From lights and thermostats to TVs and refrigerators, smart home technology can make life more convenient by automating your gadgets and letting you control them through an app or simple voice commands.
But creating your smart home from scratch can be daunting. There are so many devices on the market and so many brands, it's hard to know where to start.
That's where we come in. At Asurion, we help millions of people fix, protect, and get the most out of their tech. Here's what to keep in mind when you're setting up your smart home.
1. Strengthen your Wi-Fi
There's no perfect blueprint for how to make a smart home. But there's a good place to begin, and that's with strong, reliable wireless internet throughout your home. Without it, your smart gadgets won't connect to one another and work properly.
Your first step: Look at your current Wi-Fi set-up. How many smart devices can it support? Are there any dead zones? Once you know what you're dealing with, you may want to contact your internet service provider and change your plan or even invest in a new Wi-Fi router. Doing so can save you from a lot of headaches in the future.
2. Start small
Whatever your budget may be, the smartest way to set up your connected home is to go with smaller gadgets. They're not only inexpensive, they'll help you build a good foundation for when you move on to bigger, pricier items. Here are a few we recommend:
- A smart speaker with a built-in virtual assistant. These gadgets give you the perks of a speaker but also the ability to connect with your other smart home tech and control them via voice commands.
- Smart bulbs. Forget ordinary lighting. These bulbs allow you to automate and curate your setup—from soft reading lights in your den to a brighter, more dynamic arrangement in your home theater.

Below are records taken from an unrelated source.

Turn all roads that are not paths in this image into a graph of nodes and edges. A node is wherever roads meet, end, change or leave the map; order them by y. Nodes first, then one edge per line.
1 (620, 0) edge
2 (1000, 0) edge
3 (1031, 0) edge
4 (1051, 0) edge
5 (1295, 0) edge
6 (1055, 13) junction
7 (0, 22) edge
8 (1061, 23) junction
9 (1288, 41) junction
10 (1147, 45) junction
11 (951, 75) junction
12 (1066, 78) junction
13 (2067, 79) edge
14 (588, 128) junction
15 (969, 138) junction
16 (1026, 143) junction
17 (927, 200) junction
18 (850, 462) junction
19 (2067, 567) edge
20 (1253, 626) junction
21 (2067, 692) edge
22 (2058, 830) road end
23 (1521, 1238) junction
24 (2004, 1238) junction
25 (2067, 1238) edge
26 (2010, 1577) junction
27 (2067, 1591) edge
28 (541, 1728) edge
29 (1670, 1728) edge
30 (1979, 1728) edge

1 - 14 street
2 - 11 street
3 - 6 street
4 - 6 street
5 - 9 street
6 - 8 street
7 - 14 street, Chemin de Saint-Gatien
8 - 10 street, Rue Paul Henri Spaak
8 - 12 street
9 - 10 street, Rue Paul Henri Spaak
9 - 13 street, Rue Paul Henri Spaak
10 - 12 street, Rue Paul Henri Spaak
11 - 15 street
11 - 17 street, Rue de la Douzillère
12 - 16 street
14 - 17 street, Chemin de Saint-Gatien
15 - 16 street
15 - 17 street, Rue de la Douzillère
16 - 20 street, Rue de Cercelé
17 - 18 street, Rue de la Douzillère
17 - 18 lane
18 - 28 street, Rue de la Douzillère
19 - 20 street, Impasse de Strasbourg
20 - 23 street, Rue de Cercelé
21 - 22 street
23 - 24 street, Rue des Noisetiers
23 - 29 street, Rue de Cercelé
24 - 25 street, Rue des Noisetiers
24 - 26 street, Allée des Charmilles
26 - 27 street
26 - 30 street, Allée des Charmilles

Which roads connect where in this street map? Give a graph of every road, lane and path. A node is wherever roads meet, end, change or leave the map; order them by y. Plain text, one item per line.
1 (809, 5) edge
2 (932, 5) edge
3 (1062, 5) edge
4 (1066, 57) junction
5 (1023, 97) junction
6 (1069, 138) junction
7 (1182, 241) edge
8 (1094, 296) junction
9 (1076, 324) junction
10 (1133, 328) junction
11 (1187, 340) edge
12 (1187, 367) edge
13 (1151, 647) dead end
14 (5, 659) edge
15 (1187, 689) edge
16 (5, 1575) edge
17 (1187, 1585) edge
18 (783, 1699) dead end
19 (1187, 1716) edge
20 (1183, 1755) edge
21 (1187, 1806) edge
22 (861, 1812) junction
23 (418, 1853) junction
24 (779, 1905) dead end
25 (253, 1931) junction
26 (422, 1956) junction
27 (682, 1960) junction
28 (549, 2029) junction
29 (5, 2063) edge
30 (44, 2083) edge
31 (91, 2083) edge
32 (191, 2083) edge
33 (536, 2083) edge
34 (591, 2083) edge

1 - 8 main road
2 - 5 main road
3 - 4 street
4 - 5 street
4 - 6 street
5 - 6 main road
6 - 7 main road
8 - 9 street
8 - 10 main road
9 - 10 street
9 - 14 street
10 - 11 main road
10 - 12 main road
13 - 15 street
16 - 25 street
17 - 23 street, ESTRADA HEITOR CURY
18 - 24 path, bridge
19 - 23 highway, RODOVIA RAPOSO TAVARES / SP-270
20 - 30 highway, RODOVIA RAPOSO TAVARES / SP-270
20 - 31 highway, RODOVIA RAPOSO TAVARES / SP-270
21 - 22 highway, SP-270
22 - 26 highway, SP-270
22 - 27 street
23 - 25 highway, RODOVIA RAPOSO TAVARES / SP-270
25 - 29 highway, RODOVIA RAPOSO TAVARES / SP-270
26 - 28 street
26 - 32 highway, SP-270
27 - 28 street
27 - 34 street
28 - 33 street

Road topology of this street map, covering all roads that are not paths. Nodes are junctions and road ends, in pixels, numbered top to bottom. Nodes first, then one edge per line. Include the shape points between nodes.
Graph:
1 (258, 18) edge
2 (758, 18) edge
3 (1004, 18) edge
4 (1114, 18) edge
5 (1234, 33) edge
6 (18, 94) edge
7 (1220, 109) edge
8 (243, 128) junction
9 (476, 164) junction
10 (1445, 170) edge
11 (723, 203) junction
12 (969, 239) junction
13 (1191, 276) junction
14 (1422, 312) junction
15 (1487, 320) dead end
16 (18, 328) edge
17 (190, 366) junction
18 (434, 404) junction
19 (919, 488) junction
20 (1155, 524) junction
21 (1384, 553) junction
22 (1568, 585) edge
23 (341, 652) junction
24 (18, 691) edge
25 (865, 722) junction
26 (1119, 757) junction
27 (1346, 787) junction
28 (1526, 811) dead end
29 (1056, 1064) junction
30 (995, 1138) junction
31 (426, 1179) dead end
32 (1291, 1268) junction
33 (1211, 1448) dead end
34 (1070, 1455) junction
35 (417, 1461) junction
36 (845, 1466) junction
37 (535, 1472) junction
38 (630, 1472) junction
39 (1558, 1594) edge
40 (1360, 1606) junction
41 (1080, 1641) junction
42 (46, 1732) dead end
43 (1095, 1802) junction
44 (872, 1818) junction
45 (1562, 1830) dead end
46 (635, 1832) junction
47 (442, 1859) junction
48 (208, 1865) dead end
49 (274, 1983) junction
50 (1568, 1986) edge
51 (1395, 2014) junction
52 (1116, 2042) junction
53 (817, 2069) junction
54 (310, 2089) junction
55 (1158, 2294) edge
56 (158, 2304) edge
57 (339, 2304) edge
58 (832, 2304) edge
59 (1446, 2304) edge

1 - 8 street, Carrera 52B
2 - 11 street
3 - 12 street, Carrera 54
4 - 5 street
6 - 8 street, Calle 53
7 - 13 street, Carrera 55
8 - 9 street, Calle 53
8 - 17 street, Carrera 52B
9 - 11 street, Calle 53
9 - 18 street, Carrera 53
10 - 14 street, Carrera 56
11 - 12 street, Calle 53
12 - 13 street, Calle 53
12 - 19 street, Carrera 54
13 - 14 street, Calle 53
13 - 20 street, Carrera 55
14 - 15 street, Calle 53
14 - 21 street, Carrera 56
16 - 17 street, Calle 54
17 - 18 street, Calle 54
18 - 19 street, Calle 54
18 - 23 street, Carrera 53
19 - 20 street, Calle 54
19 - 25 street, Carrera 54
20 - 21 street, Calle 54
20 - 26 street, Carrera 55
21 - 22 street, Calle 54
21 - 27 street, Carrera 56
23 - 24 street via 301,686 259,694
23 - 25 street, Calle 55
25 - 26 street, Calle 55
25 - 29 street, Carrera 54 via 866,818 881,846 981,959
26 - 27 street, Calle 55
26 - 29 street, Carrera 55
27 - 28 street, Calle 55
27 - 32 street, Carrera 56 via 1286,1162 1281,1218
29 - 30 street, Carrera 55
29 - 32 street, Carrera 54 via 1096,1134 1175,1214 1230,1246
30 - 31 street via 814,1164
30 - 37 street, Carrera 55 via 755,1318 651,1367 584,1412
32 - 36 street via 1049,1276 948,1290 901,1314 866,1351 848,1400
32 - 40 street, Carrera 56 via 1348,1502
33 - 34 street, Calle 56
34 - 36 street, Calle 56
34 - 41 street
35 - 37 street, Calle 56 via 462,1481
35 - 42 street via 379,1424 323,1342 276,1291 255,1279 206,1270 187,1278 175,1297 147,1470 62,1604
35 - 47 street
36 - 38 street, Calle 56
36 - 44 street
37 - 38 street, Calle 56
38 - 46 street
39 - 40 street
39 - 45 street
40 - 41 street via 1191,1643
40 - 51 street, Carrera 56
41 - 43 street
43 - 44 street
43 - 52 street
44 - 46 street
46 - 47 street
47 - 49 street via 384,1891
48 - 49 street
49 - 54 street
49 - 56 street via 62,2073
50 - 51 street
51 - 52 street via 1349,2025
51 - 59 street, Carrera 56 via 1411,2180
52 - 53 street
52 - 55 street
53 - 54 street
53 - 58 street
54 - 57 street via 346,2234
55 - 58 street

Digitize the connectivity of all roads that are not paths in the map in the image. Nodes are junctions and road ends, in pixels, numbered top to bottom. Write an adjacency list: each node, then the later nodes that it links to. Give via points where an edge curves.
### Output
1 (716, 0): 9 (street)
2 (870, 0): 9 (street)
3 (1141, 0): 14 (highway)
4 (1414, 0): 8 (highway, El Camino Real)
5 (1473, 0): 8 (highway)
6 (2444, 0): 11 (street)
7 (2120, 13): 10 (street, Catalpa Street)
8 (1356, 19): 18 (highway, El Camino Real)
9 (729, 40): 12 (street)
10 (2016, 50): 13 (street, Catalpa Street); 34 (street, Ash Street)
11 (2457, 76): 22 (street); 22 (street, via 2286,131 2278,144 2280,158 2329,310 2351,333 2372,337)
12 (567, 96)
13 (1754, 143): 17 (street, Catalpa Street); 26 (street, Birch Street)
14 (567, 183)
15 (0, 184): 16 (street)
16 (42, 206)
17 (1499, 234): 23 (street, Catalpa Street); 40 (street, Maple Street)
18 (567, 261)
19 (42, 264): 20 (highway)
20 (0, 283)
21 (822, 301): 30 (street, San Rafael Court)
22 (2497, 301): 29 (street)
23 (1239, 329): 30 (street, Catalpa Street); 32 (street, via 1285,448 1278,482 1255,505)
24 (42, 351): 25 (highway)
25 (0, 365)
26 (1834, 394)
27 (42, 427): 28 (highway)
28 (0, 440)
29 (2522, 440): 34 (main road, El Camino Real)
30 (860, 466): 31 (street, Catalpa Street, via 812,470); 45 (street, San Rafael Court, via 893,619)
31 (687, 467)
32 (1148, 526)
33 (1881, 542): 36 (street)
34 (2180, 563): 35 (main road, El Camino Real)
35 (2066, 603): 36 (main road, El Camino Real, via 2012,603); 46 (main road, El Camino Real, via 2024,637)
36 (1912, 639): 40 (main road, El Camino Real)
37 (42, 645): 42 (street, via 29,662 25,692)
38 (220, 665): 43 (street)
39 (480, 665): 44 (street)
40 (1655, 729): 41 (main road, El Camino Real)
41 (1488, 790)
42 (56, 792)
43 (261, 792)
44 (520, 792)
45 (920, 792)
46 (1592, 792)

- Smart plugs. Insert almost any regular appliance—from coffee makers to lamps—into one of these simple gadgets and you can control them via an app or voice commands (if you pair them with a virtual assistant).
3. Consider compatibility
When you're tossing gadgets in your shopping cart, take a moment to think about whether they work with what you already own. Not all smart tech works well together, depending on the brand and the device. And although tech companies are changing that, thanks to a new software update called Matter, it's still important, for example, to double check and make sure your Google Home Hub™ can work well with your smart bulbs and smart TV.
4. Create rooms and routines
Your home life is often divided into rooms and runs on routine, so why should your smart home be any different?
Let's say you have a smart speaker, a smart TV, and a few smart bulbs in your bedroom. Rather than controlling those items individually, create a group or “room" in your smart home app to access those devices.
Doing so will let you create routines for your smart devices in each part of your home. Let's say you're trying to get to bed at a certain time each night. You could automate a wind-down routine designed to get you ready for bed at 10pm sharp, setting it to turn off your smart TV, dim your smart lights, and play the next chapter of an audio book on your smart speaker.
Want the same routine but not at the exact same time every night? Program it to start with a simple voice command like “Alexa™, good night." Cool, right?
5. Invest in a good smart display
It's easy to control your smart home from an app on your phone, but it's nice to have a convenient way to control everything from a device that you—and everyone else—can get to in an accessible location.
Enter the smart display. These devices let you view your smart security camera feed, make video calls, play music, and keep an eye on the weather, all while serving as the “brain" of your smart home. Gathering all the individual apps that run your smart tech on one sleek device so it's easy to run your home, while you're there.
6. Secure your smart home tech
Like anything you connect to your wireless internet network, smart gadgets can create a backdoor for data thieves to steal your personal information. But there are simple, easy steps you can take—from strengthening your Wi-Fi password to creating a separate wireless network just for your small tech—to decrease the risk of hackers gaining access to your home through your devices.